[Start of Attachment]
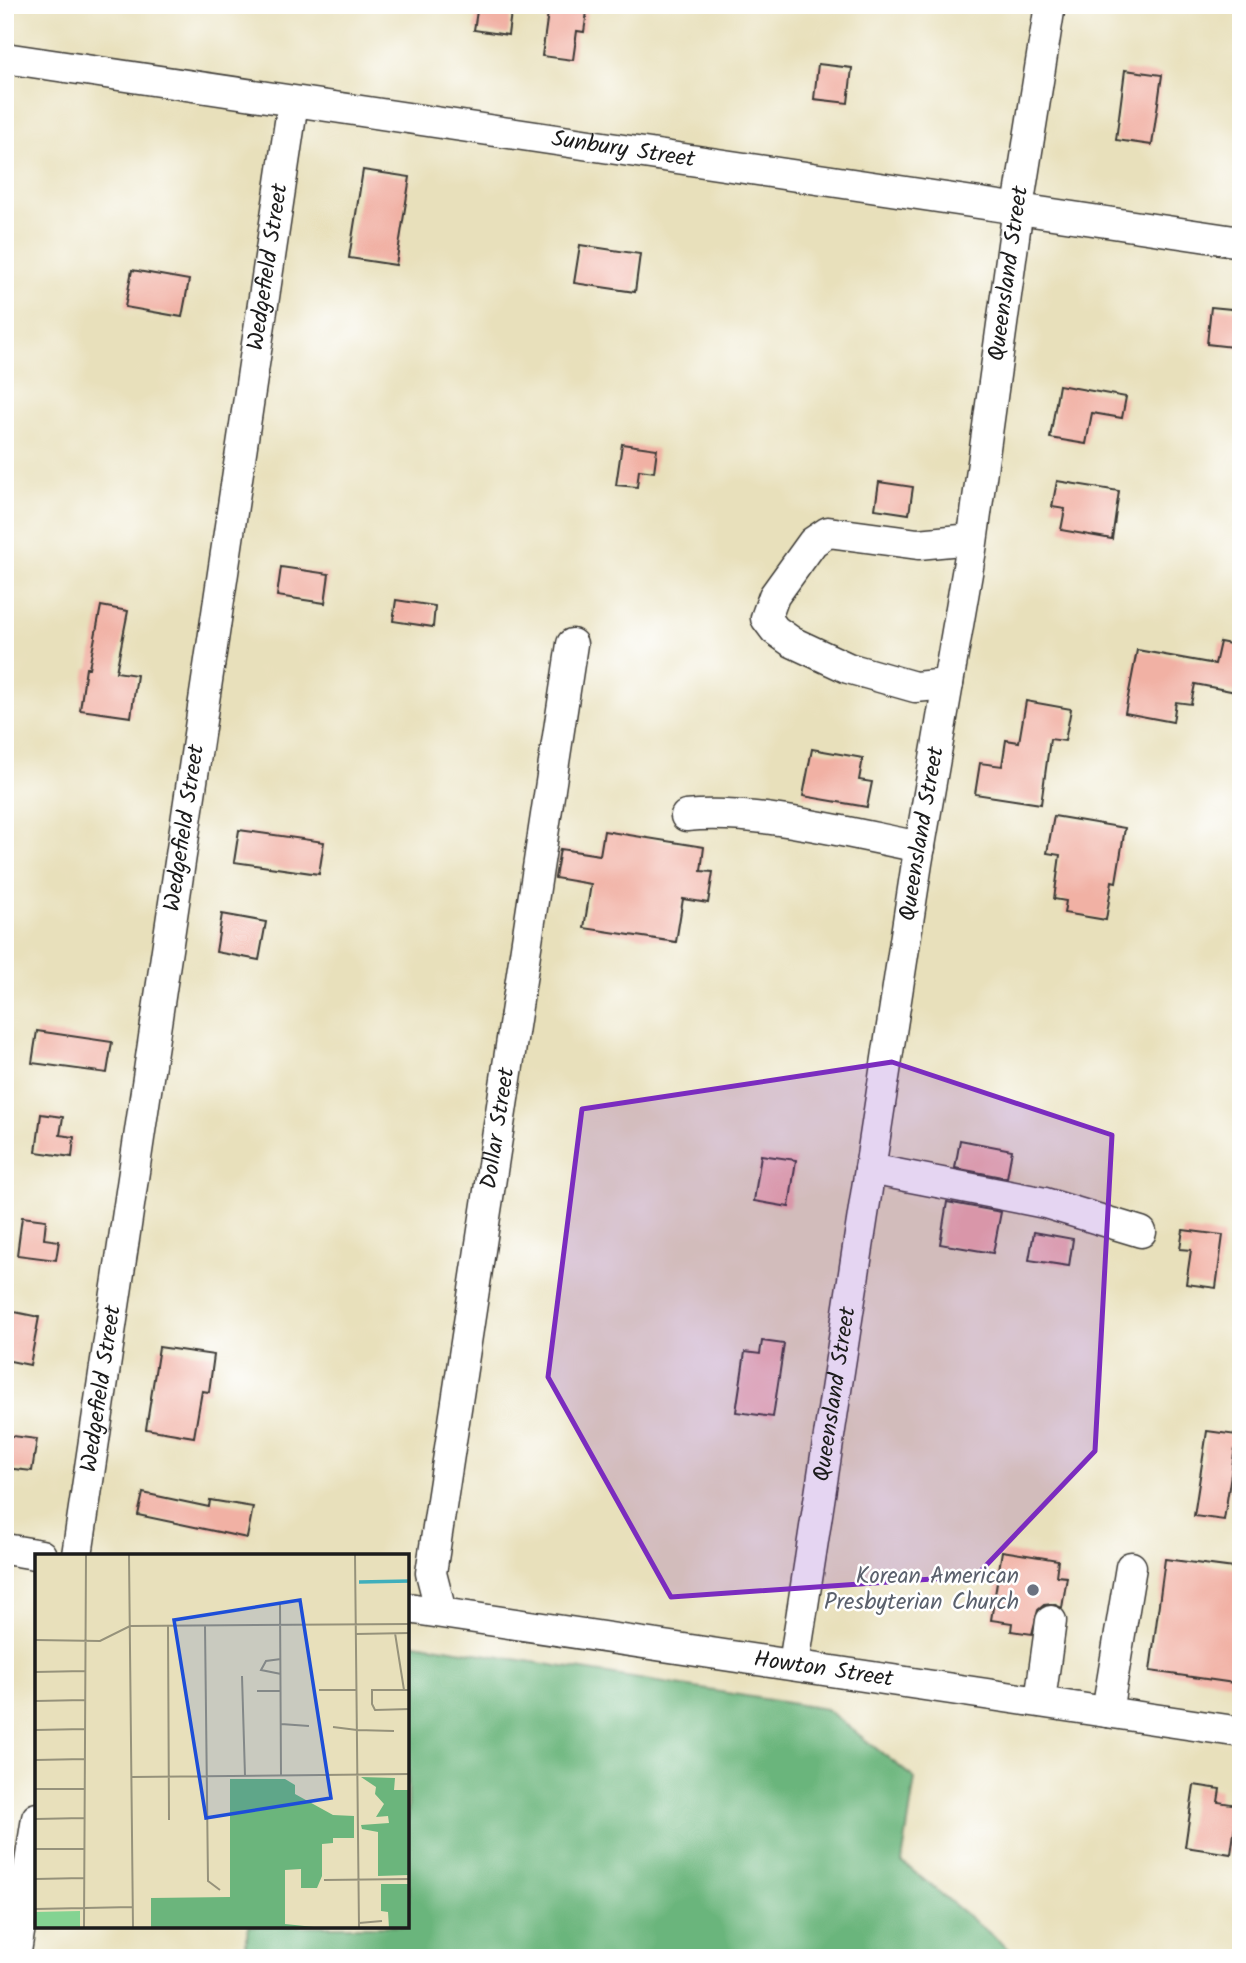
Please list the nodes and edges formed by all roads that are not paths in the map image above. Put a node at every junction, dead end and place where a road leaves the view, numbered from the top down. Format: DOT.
graph roads {
  1 [pos="1049,5"];
  2 [pos="5,58"];
  3 [pos="293,102"];
  4 [pos="1018,208"];
  5 [pos="1241,242"];
  6 [pos="972,539"];
  7 [pos="572,644"];
  8 [pos="948,684"];
  9 [pos="686,816"];
  10 [pos="920,847"];
  11 [pos="870,1169"];
  12 [pos="1142,1232"];
  13 [pos="5,1549"];
  14 [pos="35,1554"];
  15 [pos="77,1554"];
  16 [pos="1131,1567"];
  17 [pos="410,1608"];
  18 [pos="441,1612"];
  19 [pos="1051,1620"];
  20 [pos="794,1664"];
  21 [pos="1040,1701"];
  22 [pos="1107,1712"];
  23 [pos="1241,1732"];
  24 [pos="35,1831"];
  25 [pos="16,1958"];
  1 -- 4 [label="street, Queensland Street"];
  2 -- 3 [label="street, Sunbury Street"];
  3 -- 4 [label="street, Sunbury Street"];
  3 -- 15 [label="street, Wedgefield Street"];
  4 -- 5 [label="street, Sunbury Street"];
  4 -- 6 [label="street, Queensland Street"];
  6 -- 8 [label="street, Queensland Street"];
  6 -- 8 [label="street"];
  7 -- 18 [label="street, Dollar Street"];
  8 -- 10 [label="street, Queensland Street"];
  9 -- 10 [label="street"];
  10 -- 11 [label="street, Queensland Street"];
  11 -- 12 [label="street"];
  11 -- 20 [label="street, Queensland Street"];
  13 -- 14 [label="street"];
  16 -- 22 [label="street"];
  17 -- 18 [label="street, Howton Street"];
  18 -- 20 [label="street, Howton Street"];
  19 -- 21 [label="street"];
  20 -- 21 [label="street, Howton Street"];
  21 -- 22 [label="street, Howton Street"];
  22 -- 23 [label="street, Howton Street"];
  24 -- 25 [label="street"];
}
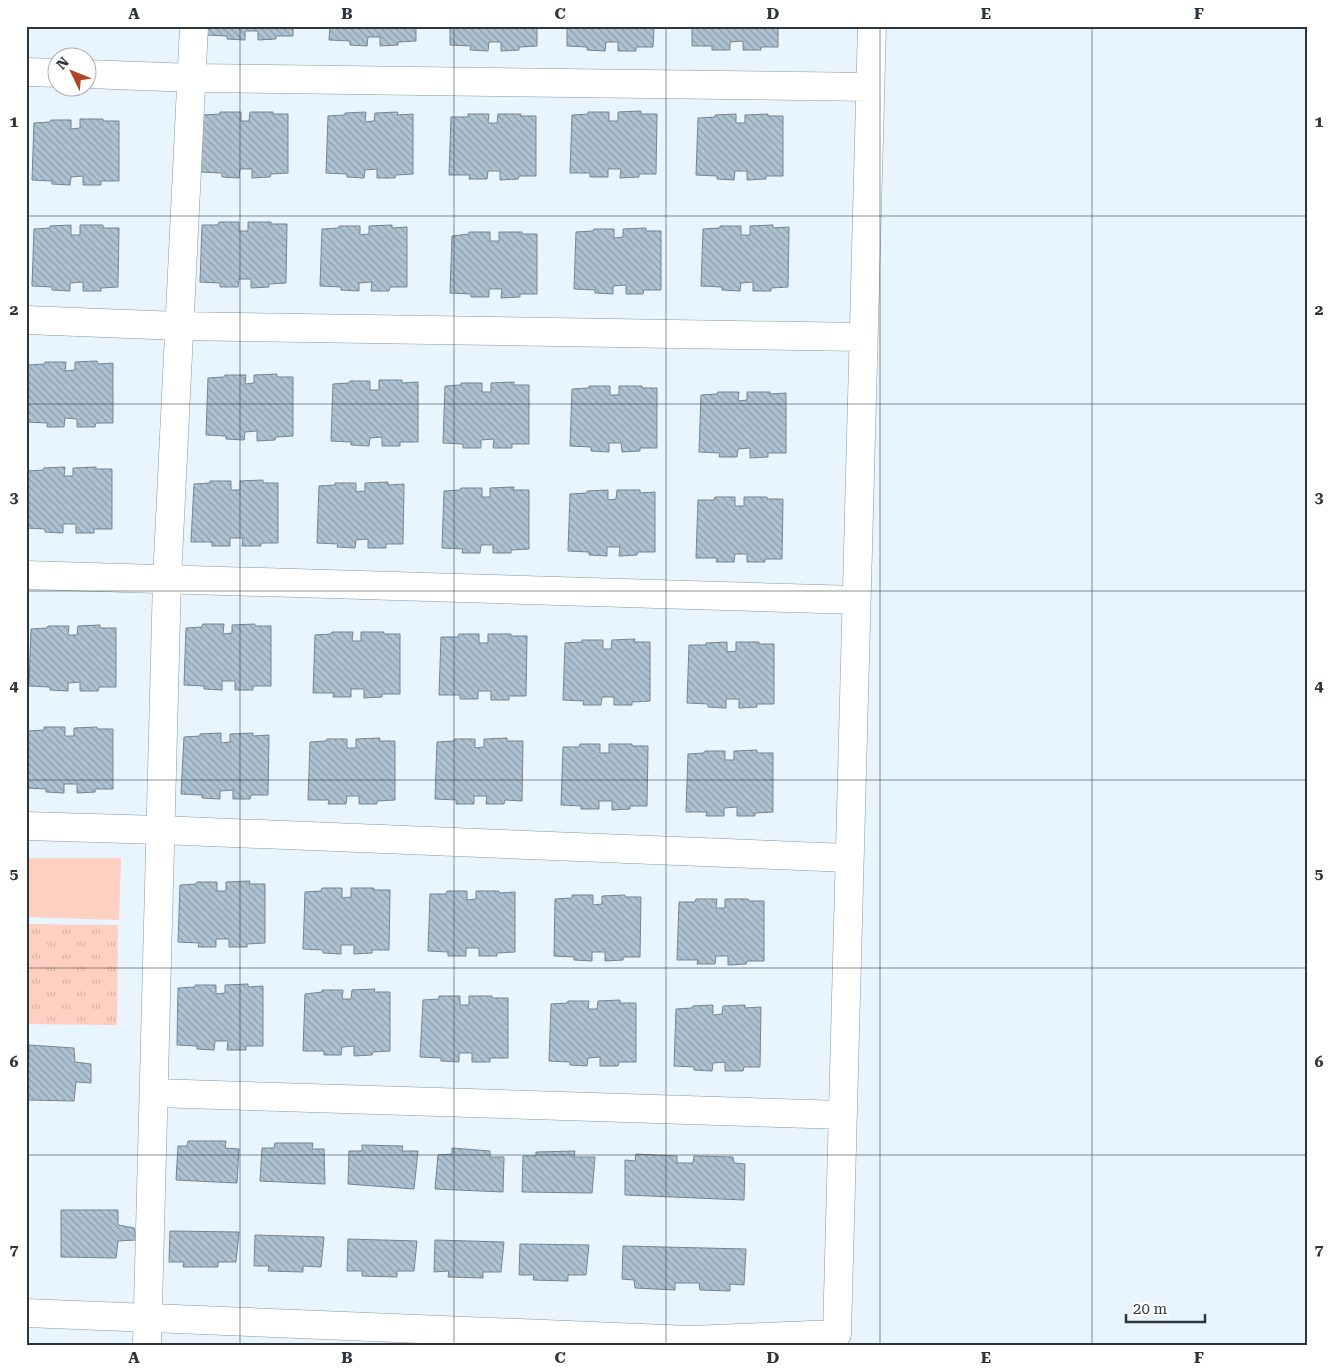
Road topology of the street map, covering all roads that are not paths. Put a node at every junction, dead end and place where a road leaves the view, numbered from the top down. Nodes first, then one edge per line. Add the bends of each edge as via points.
1 (194, 26) edge
2 (872, 26) edge
3 (26, 72) edge
4 (48, 73) edge
5 (98, 74) edge
6 (192, 78) junction
7 (870, 87) junction
8 (26, 320) edge
9 (179, 326) junction
10 (863, 337) junction
11 (26, 575) edge
12 (166, 580) junction
13 (856, 600) junction
14 (26, 826) edge
15 (160, 830) junction
16 (849, 858) junction
17 (154, 1093) junction
18 (843, 1115) junction
19 (26, 1313) edge
20 (148, 1318) junction
21 (690, 1342) edge
22 (147, 1345) edge

1 - 6 street
2 - 7 street
3 - 4 street
5 - 6 street
6 - 7 street
6 - 9 street
7 - 10 street
8 - 9 street
9 - 10 street
9 - 12 street
10 - 13 street
11 - 12 street
12 - 13 street
12 - 15 street
13 - 16 street
14 - 15 street
15 - 16 street
15 - 17 street
16 - 18 street
17 - 18 street
17 - 20 street
18 - 21 street via 836,1334
19 - 20 street
20 - 21 street
20 - 22 street

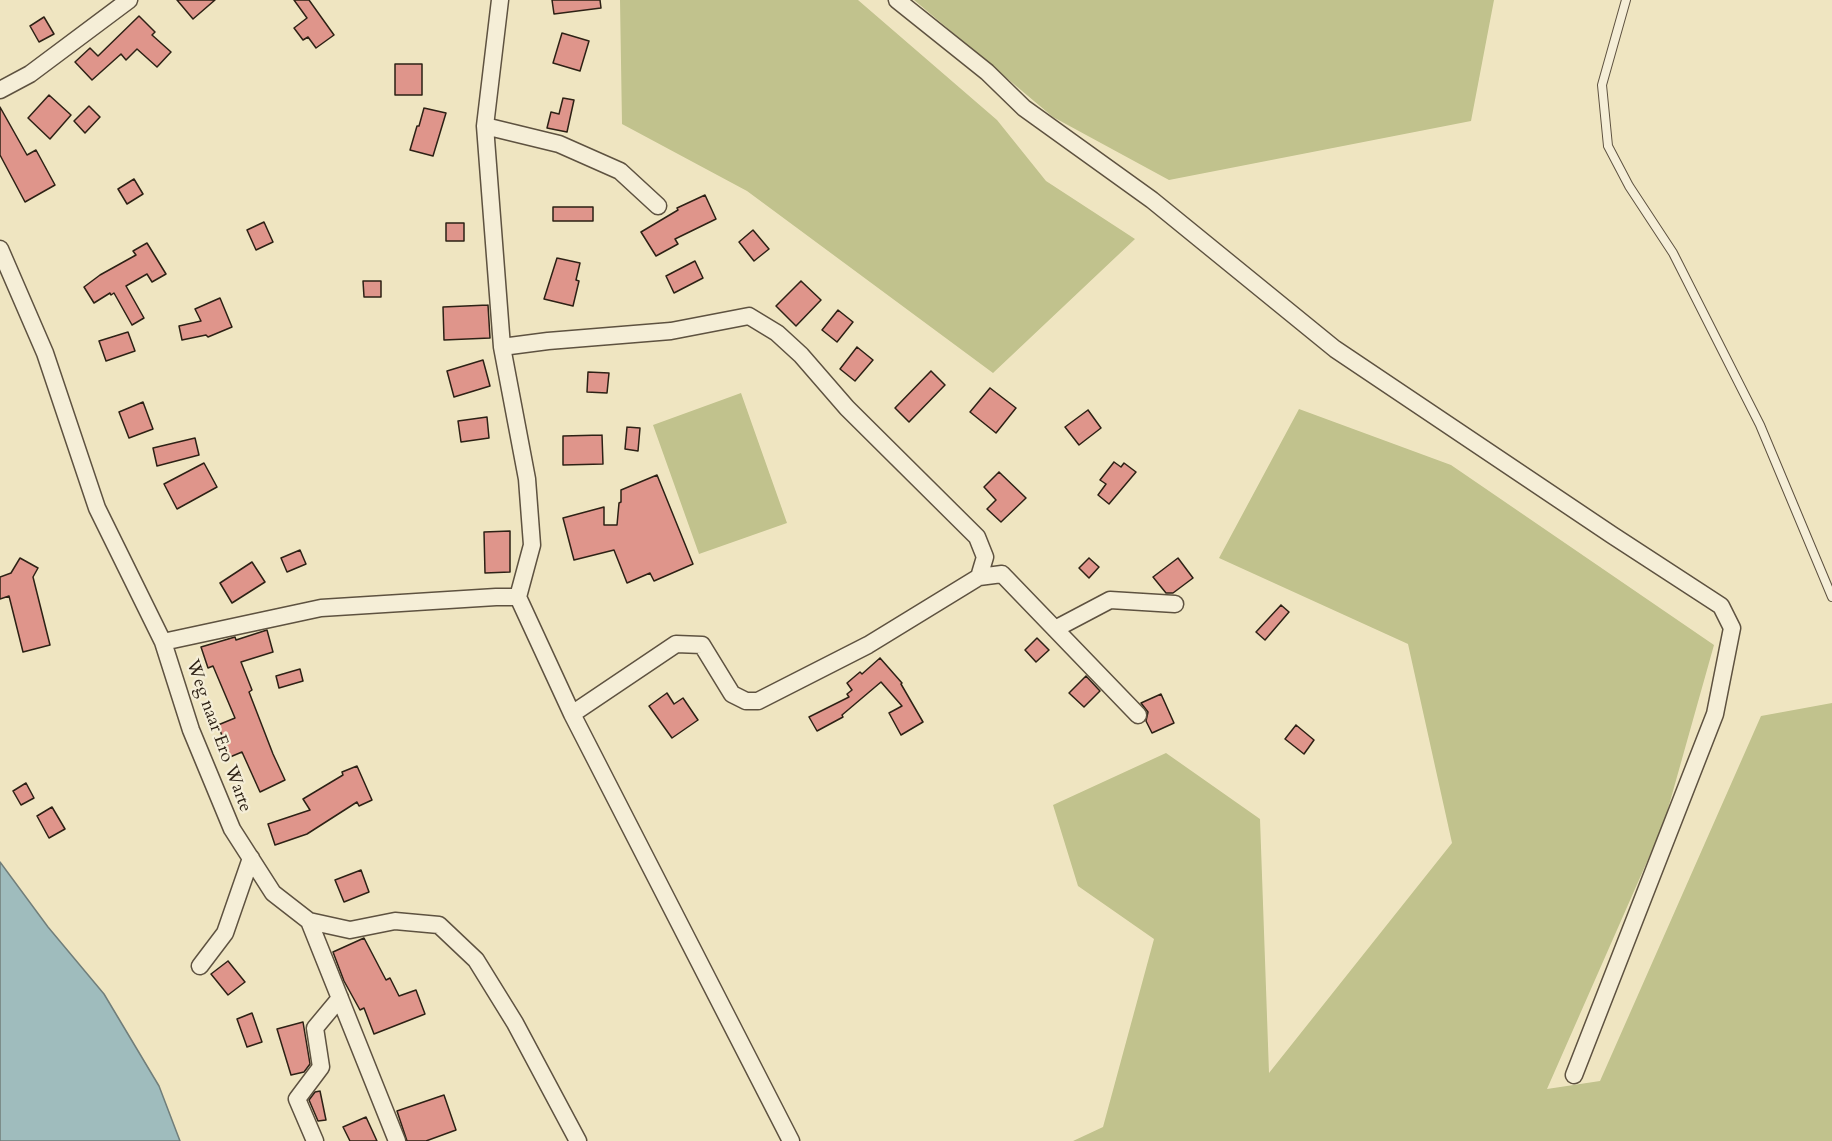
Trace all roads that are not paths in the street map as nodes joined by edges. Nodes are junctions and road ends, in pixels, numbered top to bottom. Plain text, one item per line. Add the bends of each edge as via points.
[End of Attachment]
→ WHAT YOU WILL DO: Retype all of the material above precisely as it reads. Pictures are not part of the copy.

→ EXERCISE ANSWER:
Please list the nodes and edges formed by all roads that are not paths in the map image above. Put a node at every junction, dead end and place where a road leaves the view, numbered from the top down. Format: DOT.
graph roads {
  1 [pos="1049,5"];
  2 [pos="5,58"];
  3 [pos="293,102"];
  4 [pos="1018,208"];
  5 [pos="1241,242"];
  6 [pos="972,539"];
  7 [pos="572,644"];
  8 [pos="948,684"];
  9 [pos="686,816"];
  10 [pos="920,847"];
  11 [pos="870,1169"];
  12 [pos="1142,1232"];
  13 [pos="5,1549"];
  14 [pos="35,1554"];
  15 [pos="77,1554"];
  16 [pos="1131,1567"];
  17 [pos="410,1608"];
  18 [pos="441,1612"];
  19 [pos="1051,1620"];
  20 [pos="794,1664"];
  21 [pos="1040,1701"];
  22 [pos="1107,1712"];
  23 [pos="1241,1732"];
  24 [pos="35,1831"];
  25 [pos="16,1958"];
  1 -- 4 [label="street, Queensland Street"];
  2 -- 3 [label="street, Sunbury Street"];
  3 -- 4 [label="street, Sunbury Street"];
  3 -- 15 [label="street, Wedgefield Street"];
  4 -- 5 [label="street, Sunbury Street"];
  4 -- 6 [label="street, Queensland Street"];
  6 -- 8 [label="street, Queensland Street"];
  6 -- 8 [label="street"];
  7 -- 18 [label="street, Dollar Street"];
  8 -- 10 [label="street, Queensland Street"];
  9 -- 10 [label="street"];
  10 -- 11 [label="street, Queensland Street"];
  11 -- 12 [label="street"];
  11 -- 20 [label="street, Queensland Street"];
  13 -- 14 [label="street"];
  16 -- 22 [label="street"];
  17 -- 18 [label="street, Howton Street"];
  18 -- 20 [label="street, Howton Street"];
  19 -- 21 [label="street"];
  20 -- 21 [label="street, Howton Street"];
  21 -- 22 [label="street, Howton Street"];
  22 -- 23 [label="street, Howton Street"];
  24 -- 25 [label="street"];
}
Road topology of the street map, covering all roads that are not paths. Put a node at every junction, dead end and place where a road leaves the view, numbered from the top down. Nodes first, then one edge per line. Add the bends of each edge as via points.
1 (194, 26) edge
2 (872, 26) edge
3 (26, 72) edge
4 (48, 73) edge
5 (98, 74) edge
6 (192, 78) junction
7 (870, 87) junction
8 (26, 320) edge
9 (179, 326) junction
10 (863, 337) junction
11 (26, 575) edge
12 (166, 580) junction
13 (856, 600) junction
14 (26, 826) edge
15 (160, 830) junction
16 (849, 858) junction
17 (154, 1093) junction
18 (843, 1115) junction
19 (26, 1313) edge
20 (148, 1318) junction
21 (690, 1342) edge
22 (147, 1345) edge

1 - 6 street
2 - 7 street
3 - 4 street
5 - 6 street
6 - 7 street
6 - 9 street
7 - 10 street
8 - 9 street
9 - 10 street
9 - 12 street
10 - 13 street
11 - 12 street
12 - 13 street
12 - 15 street
13 - 16 street
14 - 15 street
15 - 16 street
15 - 17 street
16 - 18 street
17 - 18 street
17 - 20 street
18 - 21 street via 836,1334
19 - 20 street
20 - 21 street
20 - 22 street

Trace all roads that are not paths in the street map as nodes joined by edges. Nodes are junctions and road ends, in pixels, numbered top to bottom. Plain text, one item per line. Add the bends of each edge as via points.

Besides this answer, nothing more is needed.